**EXERCISE INPUTS:**
☆ ☆ ☆ ☆ ☆

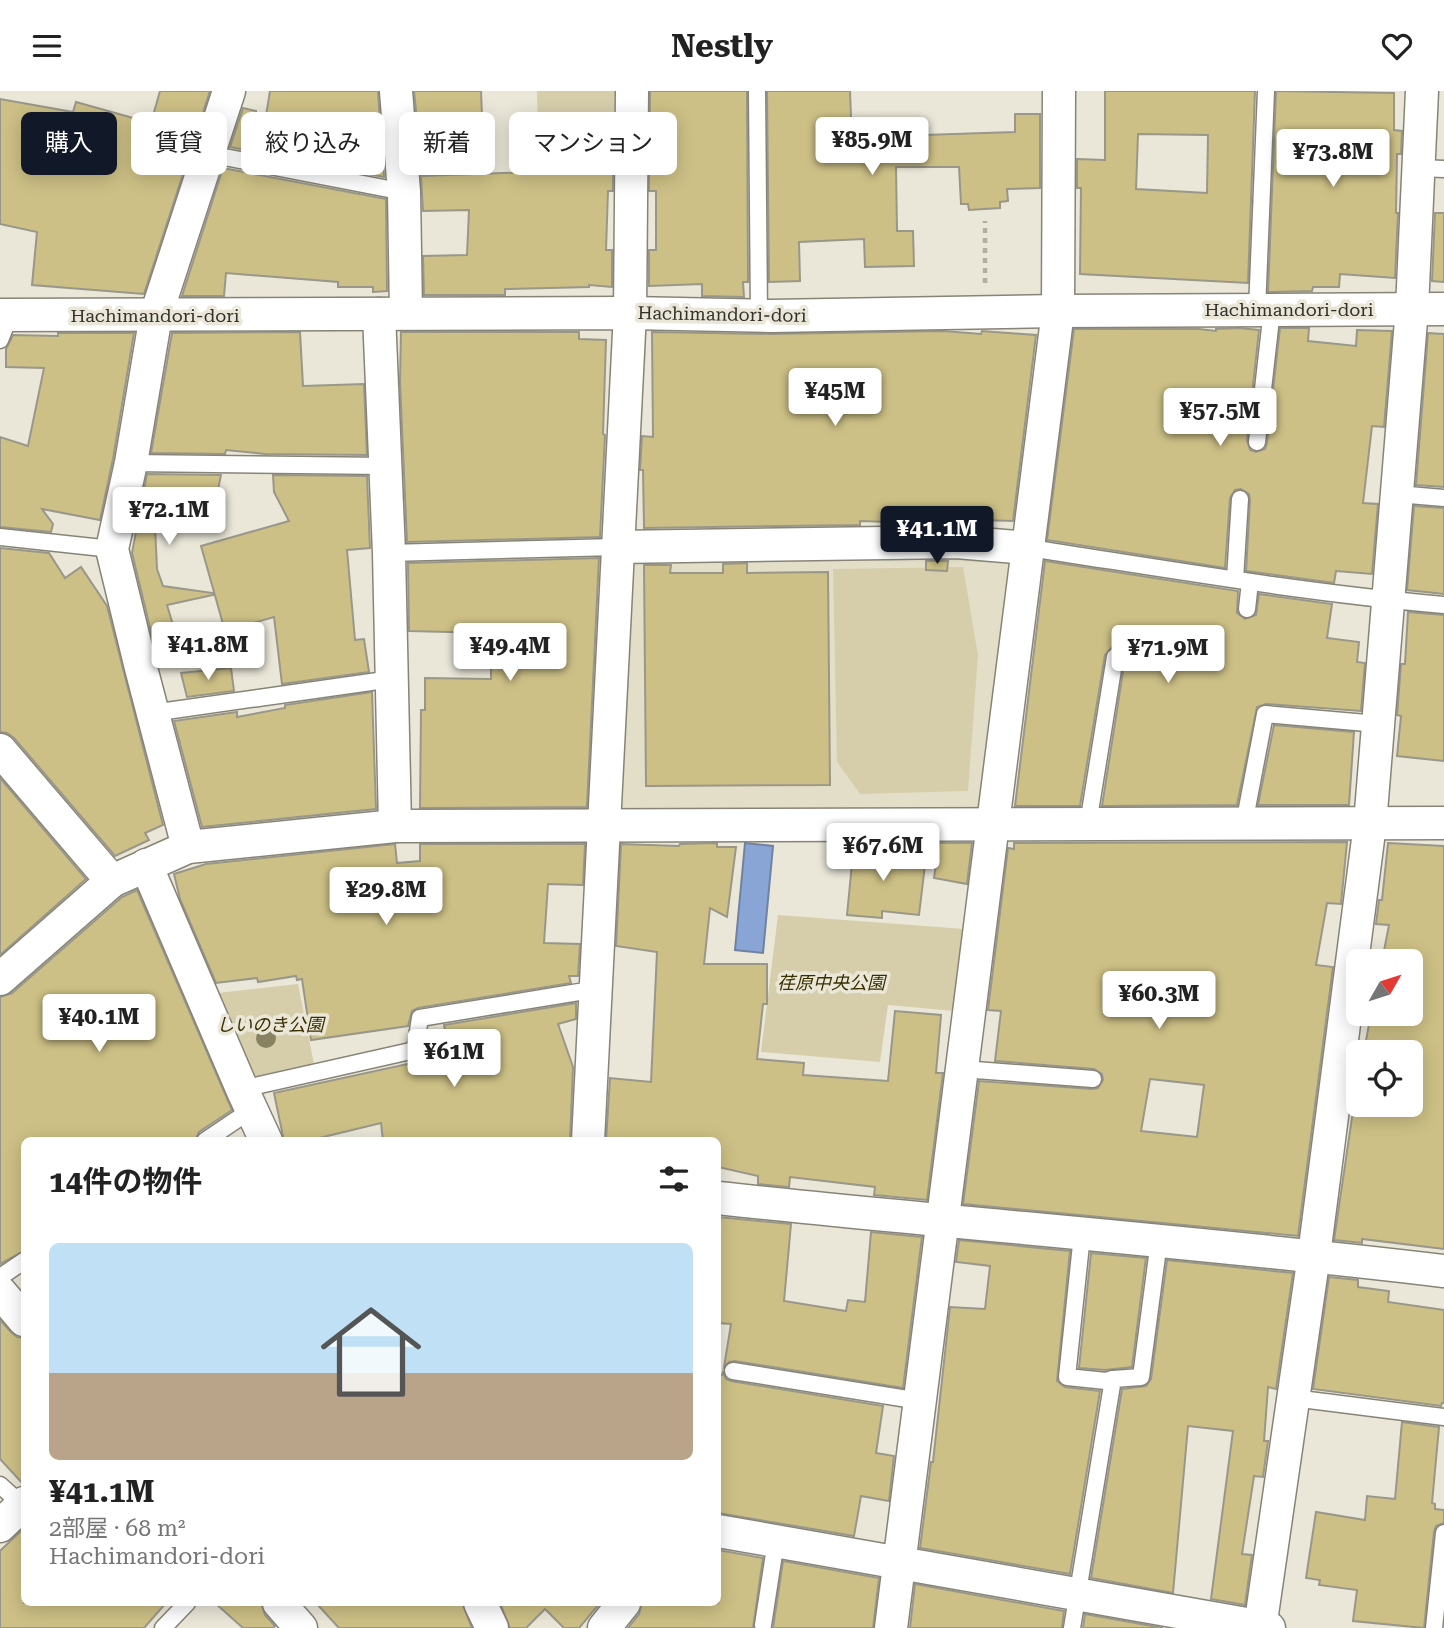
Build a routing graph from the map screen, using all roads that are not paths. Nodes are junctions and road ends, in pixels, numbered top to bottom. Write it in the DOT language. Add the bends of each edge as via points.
graph roads {
  1 [pos="229,91"];
  2 [pos="396,91"];
  3 [pos="632,91"];
  4 [pos="757,91"];
  5 [pos="1059,91"];
  6 [pos="1266,91"];
  7 [pos="1422,91"];
  8 [pos="222,112"];
  9 [pos="227,158"];
  10 [pos="1431,168"];
  11 [pos="202,175"];
  12 [pos="404,192"];
  13 [pos="1412,309"];
  14 [pos="1444,309"];
  15 [pos="1264,310"];
  16 [pos="1058,311"];
  17 [pos="393,313"];
  18 [pos="630,313"];
  19 [pos="156,315"];
  20 [pos="759,316"];
  21 [pos="3,324"];
  22 [pos="1257,442"];
  23 [pos="131,463"];
  24 [pos="386,466"];
  25 [pos="1397,494"];
  26 [pos="1444,498"];
  27 [pos="1240,499"];
  28 [pos="0,537"];
  29 [pos="617,547"];
  30 [pos="1029,548"];
  31 [pos="112,549"];
  32 [pos="389,553"];
  33 [pos="1243,580"];
  34 [pos="1388,600"];
  35 [pos="1444,605"];
  36 [pos="1247,609"];
  37 [pos="1115,657"];
  38 [pos="392,679"];
  39 [pos="152,713"];
  40 [pos="1378,724"];
  41 [pos="0,750"];
  42 [pos="994,823"];
  43 [pos="1444,823"];
  44 [pos="1088,824"];
  45 [pos="1244,824"];
  46 [pos="1370,824"];
  47 [pos="395,826"];
  48 [pos="606,827"];
  49 [pos="188,847"];
  50 [pos="146,865"];
  51 [pos="112,881"];
  52 [pos="0,979"];
  53 [pos="597,989"];
  54 [pos="962,1069"];
  55 [pos="1093,1079"];
  56 [pos="247,1100"];
  57 [pos="209,1137"];
  58 [pos="265,1137"];
  59 [pos="588,1137"];
  60 [pos="721,1198"];
  61 [pos="942,1222"];
  62 [pos="1083,1235"];
  63 [pos="1159,1241"];
  64 [pos="1314,1255"];
  65 [pos="21,1263"];
  66 [pos="1444,1271"];
  67 [pos="0,1277"];
  68 [pos="0,1292"];
  69 [pos="21,1316"];
  70 [pos="733,1371"];
  71 [pos="1113,1379"];
  72 [pos="1293,1398"];
  73 [pos="920,1401"];
  74 [pos="1444,1417"];
  75 [pos="721,1532"];
  76 [pos="1444,1533"];
  77 [pos="776,1541"];
  78 [pos="901,1564"];
  79 [pos="1077,1594"];
  80 [pos="184,1606"];
  81 [pos="282,1606"];
  82 [pos="622,1606"];
  83 [pos="763,1625"];
  84 [pos="1263,1627"];
  85 [pos="163,1628"];
  86 [pos="301,1628"];
  87 [pos="604,1628"];
  88 [pos="891,1628"];
  89 [pos="1072,1628"];
  90 [pos="1434,1628"];
  1 -- 8 [label="street"];
  2 -- 12 [label="street"];
  3 -- 18 [label="street"];
  4 -- 20 [label="lane"];
  5 -- 16 [label="street"];
  6 -- 15 [label="lane"];
  7 -- 10 [label="street"];
  9 -- 12 [label="lane"];
  10 -- 13 [label="street"];
  11 -- 19 [label="street"];
  12 -- 17 [label="street"];
  13 -- 14 [label="street, Hachimandori-dori"];
  13 -- 15 [label="street, Hachimandori-dori"];
  13 -- 25 [label="street"];
  15 -- 16 [label="street, Hachimandori-dori"];
  15 -- 22 [label="lane"];
  16 -- 20 [label="street, Hachimandori-dori"];
  16 -- 30 [label="street"];
  17 -- 18 [label="street, Hachimandori-dori"];
  17 -- 19 [label="street, Hachimandori-dori"];
  17 -- 24 [label="street"];
  18 -- 20 [label="street, Hachimandori-dori"];
  18 -- 29 [label="street"];
  19 -- 21 [label="street, Hachimandori-dori"];
  19 -- 23 [label="street"];
  23 -- 24 [label="lane"];
  23 -- 31 [label="street"];
  24 -- 32 [label="street"];
  25 -- 26 [label="lane"];
  25 -- 34 [label="street"];
  27 -- 33 [label="lane"];
  28 -- 31 [label="lane"];
  29 -- 30 [label="street" via="956,542"];
  29 -- 32 [label="lane"];
  29 -- 48 [label="street"];
  30 -- 33 [label="lane"];
  30 -- 42 [label="street"];
  31 -- 39 [label="street"];
  32 -- 38 [label="street"];
  33 -- 34 [label="lane"];
  33 -- 36 [label="lane"];
  34 -- 35 [label="lane"];
  34 -- 40 [label="street"];
  37 -- 44 [label="lane"];
  38 -- 39 [label="lane"];
  38 -- 47 [label="street"];
  39 -- 49 [label="street"];
  40 -- 45 [label="lane" via="1265,714"];
  40 -- 46 [label="street"];
  41 -- 51 [label="street"];
  42 -- 44 [label="street"];
  42 -- 48 [label="street"];
  42 -- 54 [label="street"];
  43 -- 46 [label="street"];
  44 -- 45 [label="street"];
  45 -- 46 [label="street"];
  46 -- 64 [label="street"];
  47 -- 48 [label="street"];
  47 -- 49 [label="street"];
  48 -- 53 [label="street"];
  49 -- 50 [label="street"];
  50 -- 51 [label="street"];
  50 -- 56 [label="street"];
  51 -- 52 [label="street"];
  53 -- 56 [label="lane" via="420,1018 415,1050"];
  53 -- 59 [label="street"];
  54 -- 55 [label="lane"];
  54 -- 61 [label="street"];
  56 -- 57 [label="lane"];
  56 -- 58 [label="street"];
  60 -- 61 [label="street"];
  61 -- 62 [label="street"];
  61 -- 73 [label="street"];
  62 -- 63 [label="street"];
  62 -- 71 [label="lane" via="1067,1377"];
  63 -- 64 [label="street"];
  63 -- 71 [label="lane" via="1141,1377"];
  64 -- 66 [label="street"];
  64 -- 72 [label="street"];
  65 -- 67 [label="lane"];
  68 -- 69 [label="street"];
  70 -- 73 [label="lane"];
  71 -- 79 [label="lane"];
  72 -- 74 [label="lane"];
  72 -- 84 [label="street"];
  73 -- 78 [label="street"];
  75 -- 77 [label="street"];
  76 -- 90 [label="lane"];
  77 -- 78 [label="street"];
  77 -- 83 [label="lane"];
  78 -- 79 [label="street"];
  78 -- 88 [label="street"];
  79 -- 84 [label="street"];
  79 -- 89 [label="lane"];
  80 -- 85 [label="lane"];
  81 -- 86 [label="street"];
  82 -- 87 [label="street"];
}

☆ ☆ ☆ ☆ ☆

**TASK INSTRUCTIONS:**
All lines of the material that contain the string "Hachimandori" are to be copied.

**EXPECTED ANSWER:**
  13 -- 14 [label="street, Hachimandori-dori"];
  13 -- 15 [label="street, Hachimandori-dori"];
  15 -- 16 [label="street, Hachimandori-dori"];
  16 -- 20 [label="street, Hachimandori-dori"];
  17 -- 18 [label="street, Hachimandori-dori"];
  17 -- 19 [label="street, Hachimandori-dori"];
  18 -- 20 [label="street, Hachimandori-dori"];
  19 -- 21 [label="street, Hachimandori-dori"];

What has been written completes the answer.